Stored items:
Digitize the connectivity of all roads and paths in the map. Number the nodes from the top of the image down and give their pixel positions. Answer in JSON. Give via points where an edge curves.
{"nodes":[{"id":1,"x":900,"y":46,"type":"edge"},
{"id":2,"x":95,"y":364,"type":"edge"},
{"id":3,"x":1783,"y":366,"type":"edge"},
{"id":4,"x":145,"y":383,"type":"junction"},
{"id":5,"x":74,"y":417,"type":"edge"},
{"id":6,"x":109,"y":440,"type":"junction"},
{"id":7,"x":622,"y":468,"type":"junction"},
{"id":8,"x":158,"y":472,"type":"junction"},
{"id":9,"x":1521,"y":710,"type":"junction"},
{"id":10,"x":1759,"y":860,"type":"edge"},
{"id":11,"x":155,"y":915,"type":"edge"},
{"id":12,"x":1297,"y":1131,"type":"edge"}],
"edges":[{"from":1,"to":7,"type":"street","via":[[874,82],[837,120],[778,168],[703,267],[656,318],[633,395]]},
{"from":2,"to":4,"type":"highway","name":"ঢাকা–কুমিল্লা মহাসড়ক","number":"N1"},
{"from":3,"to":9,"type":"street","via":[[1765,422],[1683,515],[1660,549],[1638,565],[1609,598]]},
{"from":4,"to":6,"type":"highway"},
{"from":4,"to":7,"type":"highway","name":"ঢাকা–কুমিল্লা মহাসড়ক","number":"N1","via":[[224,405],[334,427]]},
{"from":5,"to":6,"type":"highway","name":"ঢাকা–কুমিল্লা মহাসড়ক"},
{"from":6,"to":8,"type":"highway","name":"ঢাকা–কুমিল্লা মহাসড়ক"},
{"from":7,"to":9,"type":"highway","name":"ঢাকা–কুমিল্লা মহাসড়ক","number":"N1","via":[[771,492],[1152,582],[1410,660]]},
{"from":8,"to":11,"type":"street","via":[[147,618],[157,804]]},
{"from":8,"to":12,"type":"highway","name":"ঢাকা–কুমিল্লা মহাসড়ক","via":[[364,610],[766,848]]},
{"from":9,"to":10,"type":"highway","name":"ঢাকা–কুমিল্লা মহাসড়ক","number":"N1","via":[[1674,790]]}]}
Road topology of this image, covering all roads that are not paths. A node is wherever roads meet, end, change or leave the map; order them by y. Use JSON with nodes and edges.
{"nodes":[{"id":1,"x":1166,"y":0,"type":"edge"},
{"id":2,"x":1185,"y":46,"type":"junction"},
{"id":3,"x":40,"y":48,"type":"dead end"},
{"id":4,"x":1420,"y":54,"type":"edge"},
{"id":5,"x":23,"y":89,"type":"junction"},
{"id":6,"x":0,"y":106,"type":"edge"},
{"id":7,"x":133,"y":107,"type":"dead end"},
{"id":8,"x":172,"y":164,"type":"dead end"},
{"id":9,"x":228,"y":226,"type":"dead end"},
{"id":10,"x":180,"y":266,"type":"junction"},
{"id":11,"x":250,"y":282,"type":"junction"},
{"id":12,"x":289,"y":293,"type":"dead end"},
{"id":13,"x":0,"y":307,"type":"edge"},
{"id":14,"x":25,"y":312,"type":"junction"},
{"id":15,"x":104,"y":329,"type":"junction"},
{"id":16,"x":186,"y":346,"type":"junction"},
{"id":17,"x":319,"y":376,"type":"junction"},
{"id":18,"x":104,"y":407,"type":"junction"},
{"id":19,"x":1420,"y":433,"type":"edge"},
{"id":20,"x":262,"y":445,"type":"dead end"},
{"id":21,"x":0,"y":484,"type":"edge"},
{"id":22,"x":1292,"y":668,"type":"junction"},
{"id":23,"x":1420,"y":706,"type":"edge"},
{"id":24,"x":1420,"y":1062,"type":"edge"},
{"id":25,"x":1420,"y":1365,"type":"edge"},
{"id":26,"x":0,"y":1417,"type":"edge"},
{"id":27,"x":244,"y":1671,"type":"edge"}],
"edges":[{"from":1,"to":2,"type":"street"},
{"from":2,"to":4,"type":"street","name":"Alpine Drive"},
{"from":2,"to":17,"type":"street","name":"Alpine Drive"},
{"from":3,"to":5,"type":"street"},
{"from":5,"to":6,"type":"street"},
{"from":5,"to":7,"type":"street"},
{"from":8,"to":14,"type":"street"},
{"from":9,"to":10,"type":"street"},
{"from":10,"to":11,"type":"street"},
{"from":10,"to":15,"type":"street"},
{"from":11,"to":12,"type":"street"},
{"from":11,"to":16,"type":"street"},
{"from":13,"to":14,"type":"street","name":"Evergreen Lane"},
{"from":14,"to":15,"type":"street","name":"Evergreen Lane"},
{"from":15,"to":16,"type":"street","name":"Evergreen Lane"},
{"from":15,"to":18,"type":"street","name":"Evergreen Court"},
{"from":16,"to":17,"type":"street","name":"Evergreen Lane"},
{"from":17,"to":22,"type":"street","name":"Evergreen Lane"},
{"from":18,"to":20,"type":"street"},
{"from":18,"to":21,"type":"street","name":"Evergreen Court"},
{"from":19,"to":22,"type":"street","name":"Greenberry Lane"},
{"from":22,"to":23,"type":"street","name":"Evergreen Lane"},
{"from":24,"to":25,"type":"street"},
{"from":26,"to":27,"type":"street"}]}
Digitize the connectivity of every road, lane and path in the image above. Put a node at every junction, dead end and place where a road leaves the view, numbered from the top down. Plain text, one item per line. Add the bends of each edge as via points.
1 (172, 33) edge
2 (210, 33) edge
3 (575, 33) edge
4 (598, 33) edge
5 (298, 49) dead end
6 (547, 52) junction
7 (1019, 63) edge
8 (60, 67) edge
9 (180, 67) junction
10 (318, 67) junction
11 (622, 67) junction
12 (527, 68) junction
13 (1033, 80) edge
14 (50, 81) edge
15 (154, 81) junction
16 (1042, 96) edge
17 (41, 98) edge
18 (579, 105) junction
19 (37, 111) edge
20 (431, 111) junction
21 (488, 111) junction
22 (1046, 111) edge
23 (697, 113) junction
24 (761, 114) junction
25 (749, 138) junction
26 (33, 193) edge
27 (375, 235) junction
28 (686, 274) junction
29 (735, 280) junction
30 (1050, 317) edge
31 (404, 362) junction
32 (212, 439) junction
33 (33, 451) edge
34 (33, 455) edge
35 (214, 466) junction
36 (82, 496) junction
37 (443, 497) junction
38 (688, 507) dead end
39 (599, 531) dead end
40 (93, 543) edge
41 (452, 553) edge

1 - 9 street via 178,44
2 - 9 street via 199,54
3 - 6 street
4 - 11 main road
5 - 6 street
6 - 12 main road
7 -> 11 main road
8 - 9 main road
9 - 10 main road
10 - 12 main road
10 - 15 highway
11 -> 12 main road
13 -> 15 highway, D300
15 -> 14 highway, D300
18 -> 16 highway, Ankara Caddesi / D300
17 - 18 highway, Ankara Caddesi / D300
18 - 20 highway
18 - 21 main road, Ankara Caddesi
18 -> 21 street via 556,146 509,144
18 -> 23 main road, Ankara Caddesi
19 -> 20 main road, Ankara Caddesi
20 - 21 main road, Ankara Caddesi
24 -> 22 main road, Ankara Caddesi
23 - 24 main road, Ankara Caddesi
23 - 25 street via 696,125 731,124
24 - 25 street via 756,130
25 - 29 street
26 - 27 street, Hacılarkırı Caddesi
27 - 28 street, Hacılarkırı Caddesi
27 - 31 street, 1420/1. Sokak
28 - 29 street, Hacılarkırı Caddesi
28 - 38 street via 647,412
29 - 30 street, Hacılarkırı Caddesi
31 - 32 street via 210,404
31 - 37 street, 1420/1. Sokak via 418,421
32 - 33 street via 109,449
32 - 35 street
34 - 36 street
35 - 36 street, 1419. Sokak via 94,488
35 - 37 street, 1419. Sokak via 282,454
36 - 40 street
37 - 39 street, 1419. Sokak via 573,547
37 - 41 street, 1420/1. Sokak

*Work to be completed*
This exercise calls for every record to be restated word for word.

*Output for this task*
Digitize the connectivity of all roads and paths in the map. Number the nodes from the top of the image down and give their pixel positions. Answer in JSON. Give via points where an edge curves.
{"nodes":[{"id":1,"x":900,"y":46,"type":"edge"},
{"id":2,"x":95,"y":364,"type":"edge"},
{"id":3,"x":1783,"y":366,"type":"edge"},
{"id":4,"x":145,"y":383,"type":"junction"},
{"id":5,"x":74,"y":417,"type":"edge"},
{"id":6,"x":109,"y":440,"type":"junction"},
{"id":7,"x":622,"y":468,"type":"junction"},
{"id":8,"x":158,"y":472,"type":"junction"},
{"id":9,"x":1521,"y":710,"type":"junction"},
{"id":10,"x":1759,"y":860,"type":"edge"},
{"id":11,"x":155,"y":915,"type":"edge"},
{"id":12,"x":1297,"y":1131,"type":"edge"}],
"edges":[{"from":1,"to":7,"type":"street","via":[[874,82],[837,120],[778,168],[703,267],[656,318],[633,395]]},
{"from":2,"to":4,"type":"highway","name":"ঢাকা–কুমিল্লা মহাসড়ক","number":"N1"},
{"from":3,"to":9,"type":"street","via":[[1765,422],[1683,515],[1660,549],[1638,565],[1609,598]]},
{"from":4,"to":6,"type":"highway"},
{"from":4,"to":7,"type":"highway","name":"ঢাকা–কুমিল্লা মহাসড়ক","number":"N1","via":[[224,405],[334,427]]},
{"from":5,"to":6,"type":"highway","name":"ঢাকা–কুমিল্লা মহাসড়ক"},
{"from":6,"to":8,"type":"highway","name":"ঢাকা–কুমিল্লা মহাসড়ক"},
{"from":7,"to":9,"type":"highway","name":"ঢাকা–কুমিল্লা মহাসড়ক","number":"N1","via":[[771,492],[1152,582],[1410,660]]},
{"from":8,"to":11,"type":"street","via":[[147,618],[157,804]]},
{"from":8,"to":12,"type":"highway","name":"ঢাকা–কুমিল্লা মহাসড়ক","via":[[364,610],[766,848]]},
{"from":9,"to":10,"type":"highway","name":"ঢাকা–কুমিল্লা মহাসড়ক","number":"N1","via":[[1674,790]]}]}
Road topology of this image, covering all roads that are not paths. A node is wherever roads meet, end, change or leave the map; order them by y. Use JSON with nodes and edges.
{"nodes":[{"id":1,"x":1166,"y":0,"type":"edge"},
{"id":2,"x":1185,"y":46,"type":"junction"},
{"id":3,"x":40,"y":48,"type":"dead end"},
{"id":4,"x":1420,"y":54,"type":"edge"},
{"id":5,"x":23,"y":89,"type":"junction"},
{"id":6,"x":0,"y":106,"type":"edge"},
{"id":7,"x":133,"y":107,"type":"dead end"},
{"id":8,"x":172,"y":164,"type":"dead end"},
{"id":9,"x":228,"y":226,"type":"dead end"},
{"id":10,"x":180,"y":266,"type":"junction"},
{"id":11,"x":250,"y":282,"type":"junction"},
{"id":12,"x":289,"y":293,"type":"dead end"},
{"id":13,"x":0,"y":307,"type":"edge"},
{"id":14,"x":25,"y":312,"type":"junction"},
{"id":15,"x":104,"y":329,"type":"junction"},
{"id":16,"x":186,"y":346,"type":"junction"},
{"id":17,"x":319,"y":376,"type":"junction"},
{"id":18,"x":104,"y":407,"type":"junction"},
{"id":19,"x":1420,"y":433,"type":"edge"},
{"id":20,"x":262,"y":445,"type":"dead end"},
{"id":21,"x":0,"y":484,"type":"edge"},
{"id":22,"x":1292,"y":668,"type":"junction"},
{"id":23,"x":1420,"y":706,"type":"edge"},
{"id":24,"x":1420,"y":1062,"type":"edge"},
{"id":25,"x":1420,"y":1365,"type":"edge"},
{"id":26,"x":0,"y":1417,"type":"edge"},
{"id":27,"x":244,"y":1671,"type":"edge"}],
"edges":[{"from":1,"to":2,"type":"street"},
{"from":2,"to":4,"type":"street","name":"Alpine Drive"},
{"from":2,"to":17,"type":"street","name":"Alpine Drive"},
{"from":3,"to":5,"type":"street"},
{"from":5,"to":6,"type":"street"},
{"from":5,"to":7,"type":"street"},
{"from":8,"to":14,"type":"street"},
{"from":9,"to":10,"type":"street"},
{"from":10,"to":11,"type":"street"},
{"from":10,"to":15,"type":"street"},
{"from":11,"to":12,"type":"street"},
{"from":11,"to":16,"type":"street"},
{"from":13,"to":14,"type":"street","name":"Evergreen Lane"},
{"from":14,"to":15,"type":"street","name":"Evergreen Lane"},
{"from":15,"to":16,"type":"street","name":"Evergreen Lane"},
{"from":15,"to":18,"type":"street","name":"Evergreen Court"},
{"from":16,"to":17,"type":"street","name":"Evergreen Lane"},
{"from":17,"to":22,"type":"street","name":"Evergreen Lane"},
{"from":18,"to":20,"type":"street"},
{"from":18,"to":21,"type":"street","name":"Evergreen Court"},
{"from":19,"to":22,"type":"street","name":"Greenberry Lane"},
{"from":22,"to":23,"type":"street","name":"Evergreen Lane"},
{"from":24,"to":25,"type":"street"},
{"from":26,"to":27,"type":"street"}]}
Digitize the connectivity of every road, lane and path in the image above. Put a node at every junction, dead end and place where a road leaves the view, numbered from the top down. Plain text, one item per line. Add the bends of each edge as via points.
1 (172, 33) edge
2 (210, 33) edge
3 (575, 33) edge
4 (598, 33) edge
5 (298, 49) dead end
6 (547, 52) junction
7 (1019, 63) edge
8 (60, 67) edge
9 (180, 67) junction
10 (318, 67) junction
11 (622, 67) junction
12 (527, 68) junction
13 (1033, 80) edge
14 (50, 81) edge
15 (154, 81) junction
16 (1042, 96) edge
17 (41, 98) edge
18 (579, 105) junction
19 (37, 111) edge
20 (431, 111) junction
21 (488, 111) junction
22 (1046, 111) edge
23 (697, 113) junction
24 (761, 114) junction
25 (749, 138) junction
26 (33, 193) edge
27 (375, 235) junction
28 (686, 274) junction
29 (735, 280) junction
30 (1050, 317) edge
31 (404, 362) junction
32 (212, 439) junction
33 (33, 451) edge
34 (33, 455) edge
35 (214, 466) junction
36 (82, 496) junction
37 (443, 497) junction
38 (688, 507) dead end
39 (599, 531) dead end
40 (93, 543) edge
41 (452, 553) edge

1 - 9 street via 178,44
2 - 9 street via 199,54
3 - 6 street
4 - 11 main road
5 - 6 street
6 - 12 main road
7 -> 11 main road
8 - 9 main road
9 - 10 main road
10 - 12 main road
10 - 15 highway
11 -> 12 main road
13 -> 15 highway, D300
15 -> 14 highway, D300
18 -> 16 highway, Ankara Caddesi / D300
17 - 18 highway, Ankara Caddesi / D300
18 - 20 highway
18 - 21 main road, Ankara Caddesi
18 -> 21 street via 556,146 509,144
18 -> 23 main road, Ankara Caddesi
19 -> 20 main road, Ankara Caddesi
20 - 21 main road, Ankara Caddesi
24 -> 22 main road, Ankara Caddesi
23 - 24 main road, Ankara Caddesi
23 - 25 street via 696,125 731,124
24 - 25 street via 756,130
25 - 29 street
26 - 27 street, Hacılarkırı Caddesi
27 - 28 street, Hacılarkırı Caddesi
27 - 31 street, 1420/1. Sokak
28 - 29 street, Hacılarkırı Caddesi
28 - 38 street via 647,412
29 - 30 street, Hacılarkırı Caddesi
31 - 32 street via 210,404
31 - 37 street, 1420/1. Sokak via 418,421
32 - 33 street via 109,449
32 - 35 street
34 - 36 street
35 - 36 street, 1419. Sokak via 94,488
35 - 37 street, 1419. Sokak via 282,454
36 - 40 street
37 - 39 street, 1419. Sokak via 573,547
37 - 41 street, 1420/1. Sokak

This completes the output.